WORK REQUEST: Please output the listing below character for character and omit the images.

(MATERIALS PROVIDED)

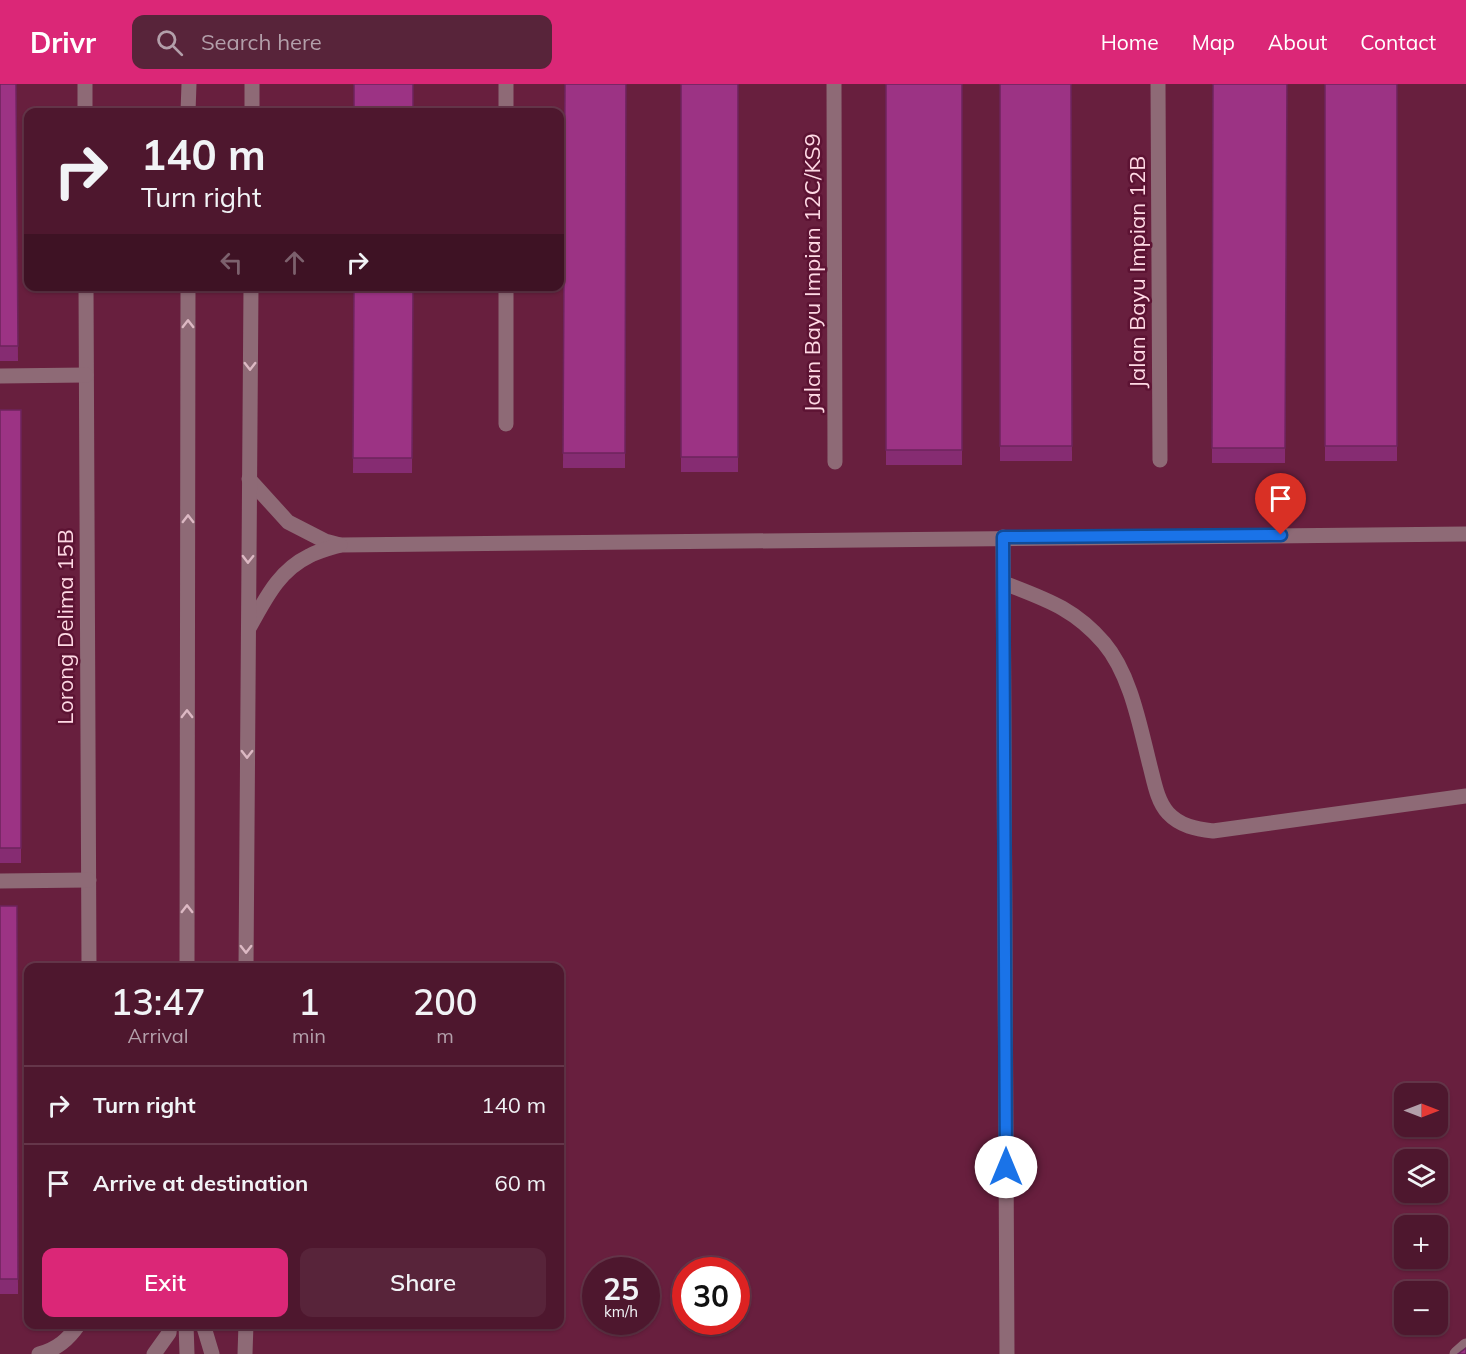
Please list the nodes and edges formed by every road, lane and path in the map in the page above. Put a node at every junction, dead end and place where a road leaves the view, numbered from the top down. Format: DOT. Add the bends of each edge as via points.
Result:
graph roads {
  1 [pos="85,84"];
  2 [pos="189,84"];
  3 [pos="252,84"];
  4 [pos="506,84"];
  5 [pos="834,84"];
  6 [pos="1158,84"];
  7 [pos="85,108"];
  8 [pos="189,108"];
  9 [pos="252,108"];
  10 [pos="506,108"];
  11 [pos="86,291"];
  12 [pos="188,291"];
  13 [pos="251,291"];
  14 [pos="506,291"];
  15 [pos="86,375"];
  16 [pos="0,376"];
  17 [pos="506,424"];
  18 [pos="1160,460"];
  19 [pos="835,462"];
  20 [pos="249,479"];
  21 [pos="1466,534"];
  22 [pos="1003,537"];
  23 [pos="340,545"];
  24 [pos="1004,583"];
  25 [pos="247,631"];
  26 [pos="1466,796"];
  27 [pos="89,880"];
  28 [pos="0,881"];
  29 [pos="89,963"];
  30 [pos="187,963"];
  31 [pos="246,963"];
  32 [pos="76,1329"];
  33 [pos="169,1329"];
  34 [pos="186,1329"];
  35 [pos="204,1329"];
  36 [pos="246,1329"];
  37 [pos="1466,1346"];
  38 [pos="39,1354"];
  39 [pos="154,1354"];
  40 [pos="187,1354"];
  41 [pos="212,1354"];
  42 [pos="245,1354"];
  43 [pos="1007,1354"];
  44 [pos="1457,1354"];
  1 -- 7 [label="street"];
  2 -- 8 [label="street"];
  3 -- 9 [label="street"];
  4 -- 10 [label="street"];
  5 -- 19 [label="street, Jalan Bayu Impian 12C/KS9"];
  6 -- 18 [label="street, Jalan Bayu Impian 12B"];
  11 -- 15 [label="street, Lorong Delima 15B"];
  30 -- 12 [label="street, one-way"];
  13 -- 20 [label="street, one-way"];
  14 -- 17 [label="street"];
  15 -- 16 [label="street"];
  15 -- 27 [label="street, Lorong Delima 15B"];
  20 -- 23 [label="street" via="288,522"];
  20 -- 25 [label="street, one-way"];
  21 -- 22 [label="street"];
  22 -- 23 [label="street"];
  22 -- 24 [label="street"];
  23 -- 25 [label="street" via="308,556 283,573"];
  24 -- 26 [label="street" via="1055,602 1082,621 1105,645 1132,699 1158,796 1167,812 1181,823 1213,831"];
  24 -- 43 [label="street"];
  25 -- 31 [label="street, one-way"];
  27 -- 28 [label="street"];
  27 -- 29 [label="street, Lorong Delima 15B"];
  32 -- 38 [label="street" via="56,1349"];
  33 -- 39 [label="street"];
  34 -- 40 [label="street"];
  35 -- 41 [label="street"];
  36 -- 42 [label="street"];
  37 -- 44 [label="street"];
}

(End MATERIALS PROVIDED)

RESULT BELOW:
Please list the nodes and edges formed by every road, lane and path in the map in the page above. Put a node at every junction, dead end and place where a road leaves the view, numbered from the top down. Format: DOT. Add the bends of each edge as via points.
Result:
graph roads {
  1 [pos="85,84"];
  2 [pos="189,84"];
  3 [pos="252,84"];
  4 [pos="506,84"];
  5 [pos="834,84"];
  6 [pos="1158,84"];
  7 [pos="85,108"];
  8 [pos="189,108"];
  9 [pos="252,108"];
  10 [pos="506,108"];
  11 [pos="86,291"];
  12 [pos="188,291"];
  13 [pos="251,291"];
  14 [pos="506,291"];
  15 [pos="86,375"];
  16 [pos="0,376"];
  17 [pos="506,424"];
  18 [pos="1160,460"];
  19 [pos="835,462"];
  20 [pos="249,479"];
  21 [pos="1466,534"];
  22 [pos="1003,537"];
  23 [pos="340,545"];
  24 [pos="1004,583"];
  25 [pos="247,631"];
  26 [pos="1466,796"];
  27 [pos="89,880"];
  28 [pos="0,881"];
  29 [pos="89,963"];
  30 [pos="187,963"];
  31 [pos="246,963"];
  32 [pos="76,1329"];
  33 [pos="169,1329"];
  34 [pos="186,1329"];
  35 [pos="204,1329"];
  36 [pos="246,1329"];
  37 [pos="1466,1346"];
  38 [pos="39,1354"];
  39 [pos="154,1354"];
  40 [pos="187,1354"];
  41 [pos="212,1354"];
  42 [pos="245,1354"];
  43 [pos="1007,1354"];
  44 [pos="1457,1354"];
  1 -- 7 [label="street"];
  2 -- 8 [label="street"];
  3 -- 9 [label="street"];
  4 -- 10 [label="street"];
  5 -- 19 [label="street, Jalan Bayu Impian 12C/KS9"];
  6 -- 18 [label="street, Jalan Bayu Impian 12B"];
  11 -- 15 [label="street, Lorong Delima 15B"];
  30 -- 12 [label="street, one-way"];
  13 -- 20 [label="street, one-way"];
  14 -- 17 [label="street"];
  15 -- 16 [label="street"];
  15 -- 27 [label="street, Lorong Delima 15B"];
  20 -- 23 [label="street" via="288,522"];
  20 -- 25 [label="street, one-way"];
  21 -- 22 [label="street"];
  22 -- 23 [label="street"];
  22 -- 24 [label="street"];
  23 -- 25 [label="street" via="308,556 283,573"];
  24 -- 26 [label="street" via="1055,602 1082,621 1105,645 1132,699 1158,796 1167,812 1181,823 1213,831"];
  24 -- 43 [label="street"];
  25 -- 31 [label="street, one-way"];
  27 -- 28 [label="street"];
  27 -- 29 [label="street, Lorong Delima 15B"];
  32 -- 38 [label="street" via="56,1349"];
  33 -- 39 [label="street"];
  34 -- 40 [label="street"];
  35 -- 41 [label="street"];
  36 -- 42 [label="street"];
  37 -- 44 [label="street"];
}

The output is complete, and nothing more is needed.